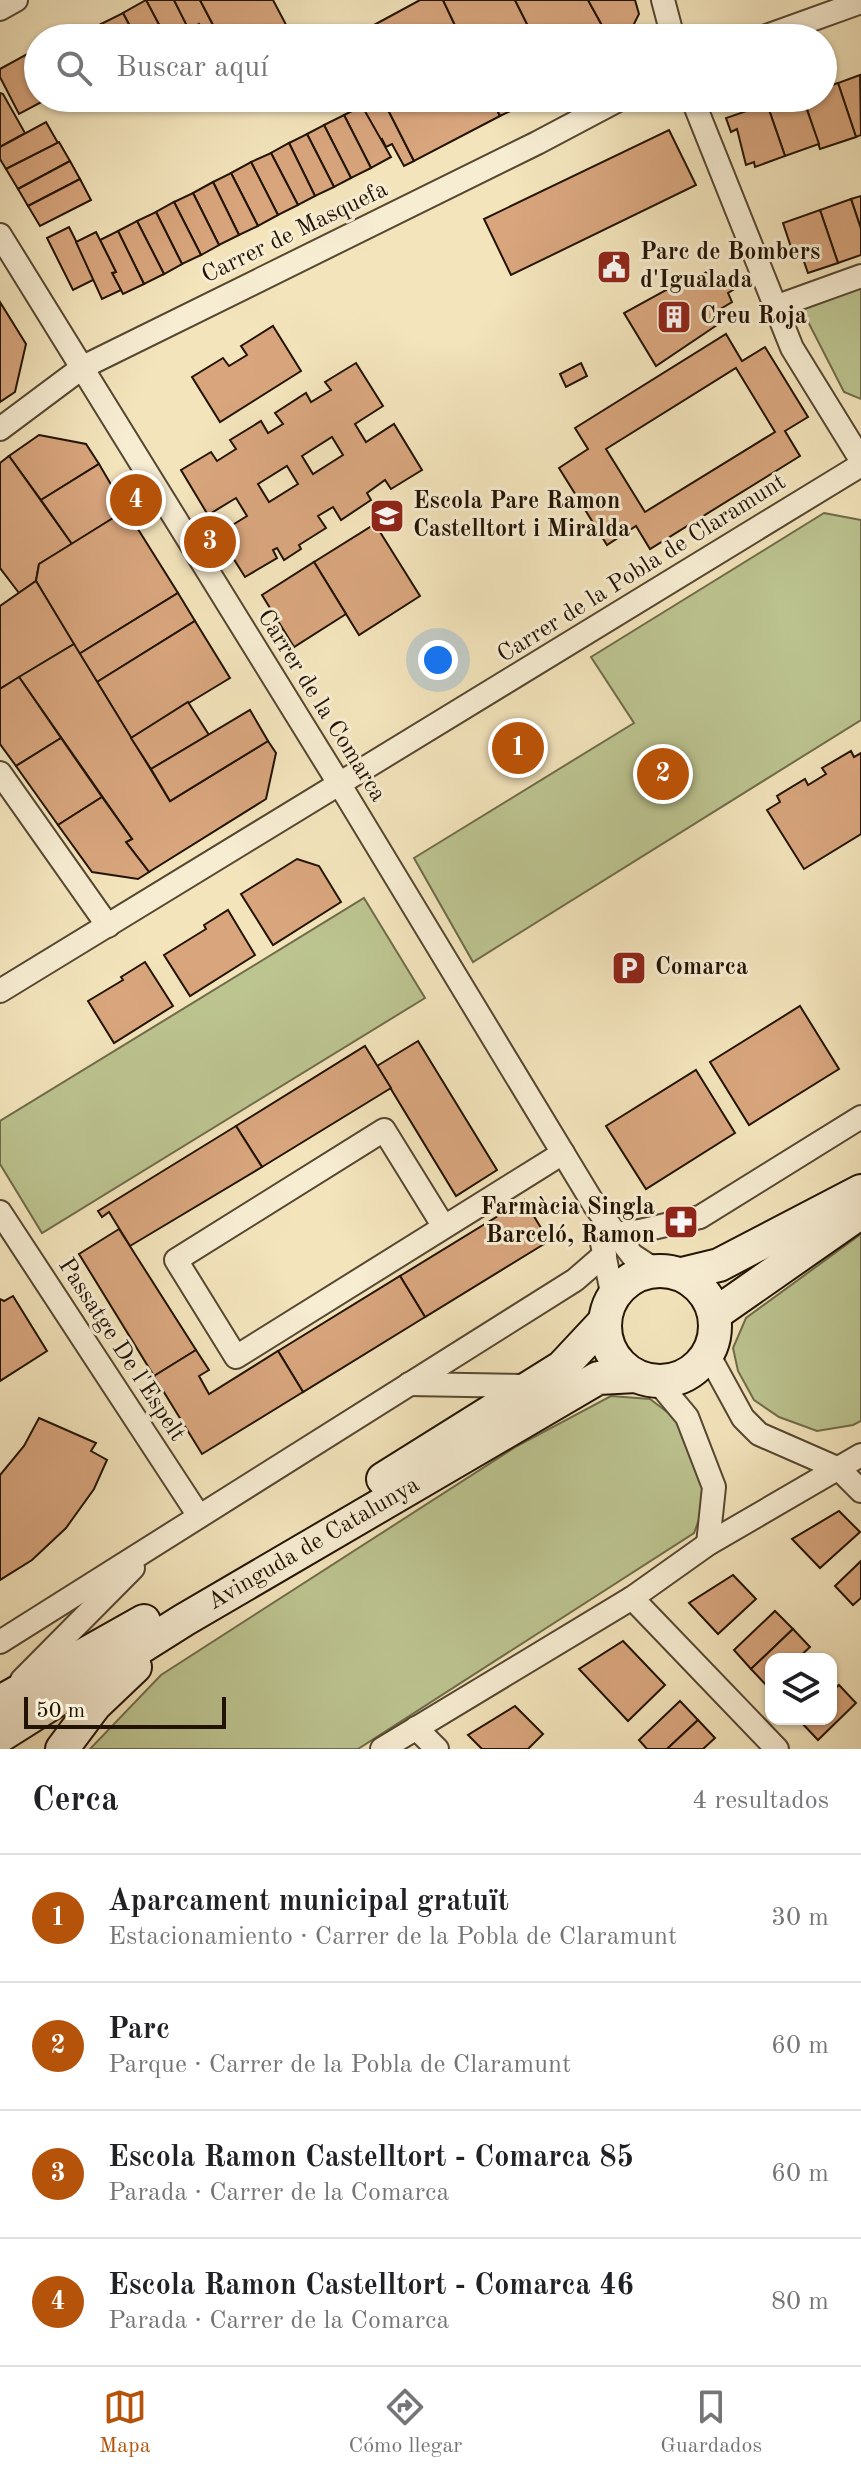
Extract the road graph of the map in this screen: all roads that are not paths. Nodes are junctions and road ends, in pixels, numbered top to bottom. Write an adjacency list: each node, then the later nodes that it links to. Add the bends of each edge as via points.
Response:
1 (16, 0): 4 (street)
2 (663, 0): 5 (street)
3 (861, 2): 6 (street)
4 (0, 9)
5 (669, 24)
6 (800, 24)
7 (596, 112): 12 (street, Carrer de Masquefa)
8 (698, 112): 11 (street)
9 (0, 235): 12 (street, Carrer de la Comarca)
10 (861, 276): 11 (street)
11 (775, 307): 14 (street, via 792,348)
12 (83, 367): 13 (street, Carrer de Masquefa); 16 (street, Carrer de la Comarca)
13 (0, 429)
14 (861, 462): 16 (street, Carrer de la Pobla de Claramunt)
15 (0, 773): 17 (street)
16 (340, 785): 17 (street, Carrer de la Pobla de Claramunt); 20 (street, Carrer de la Comarca)
17 (108, 926): 18 (street, Carrer de la Pobla de Claramunt)
18 (0, 991)
19 (861, 1117): 26 (street, via 700,1217)
20 (563, 1153): 22 (street, Carrer de la Comarca); 25 (street)
21 (861, 1191): 28 (street, via 719,1265)
22 (595, 1206): 26 (street, Carrer de la Comarca); 27 (street, Carrer de la Comarca)
23 (0, 1212): 38 (street, Passatge De l'Espelt)
24 (861, 1212): 30 (street)
25 (444, 1227): 25 (street, via 236,1357 176,1260 384,1130)
26 (616, 1234): 28 (street, Carrer de la Comarca, via 632,1255)
27 (605, 1254): 29 (street, Carrer de la Comarca); 33 (street, via 575,1280)
28 (668, 1272): 29 (street, via 631,1279); 30 (street, via 703,1290)
29 (609, 1309): 32 (street, via 612,1353 627,1370); 34 (street, Avinguda de Catalunya, via 562,1367)
30 (715, 1314): 31 (street)
31 (708, 1354): 32 (street, via 686,1375); 36 (street, via 743,1418 759,1434)
32 (647, 1378): 40 (street, via 687,1417 714,1487); 42 (street, Avinguda de Catalunya, via 598,1378)
33 (408, 1384): 34 (street); 38 (street)
34 (532, 1386): 44 (street, Avinguda de Catalunya, via 261,1556)
35 (861, 1455): 36 (street)
36 (839, 1469): 37 (street); 40 (street)
37 (861, 1491)
38 (199, 1516): 39 (street)
39 (164, 1536): 43 (street); 44 (street)
40 (708, 1544): 41 (street)
41 (632, 1598): 45 (street); 50 (street)
42 (184, 1620): 46 (street, Avinguda de Catalunya); 47 (street, via 95,1705)
43 (0, 1642)
44 (0, 1702)
45 (416, 1728): 48 (street); 49 (street)
46 (0, 1736)
47 (62, 1749)
48 (382, 1749)
49 (437, 1749)
50 (777, 1749)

++++

**PROBLEM DETAILS**
Filter the records, keeping only lines that contain "Comarca", and show those lines.

**REPLY TO THE TASK**
9 (0, 235): 12 (street, Carrer de la Comarca)
12 (83, 367): 13 (street, Carrer de Masquefa); 16 (street, Carrer de la Comarca)
16 (340, 785): 17 (street, Carrer de la Pobla de Claramunt); 20 (street, Carrer de la Comarca)
20 (563, 1153): 22 (street, Carrer de la Comarca); 25 (street)
22 (595, 1206): 26 (street, Carrer de la Comarca); 27 (street, Carrer de la Comarca)
26 (616, 1234): 28 (street, Carrer de la Comarca, via 632,1255)
27 (605, 1254): 29 (street, Carrer de la Comarca); 33 (street, via 575,1280)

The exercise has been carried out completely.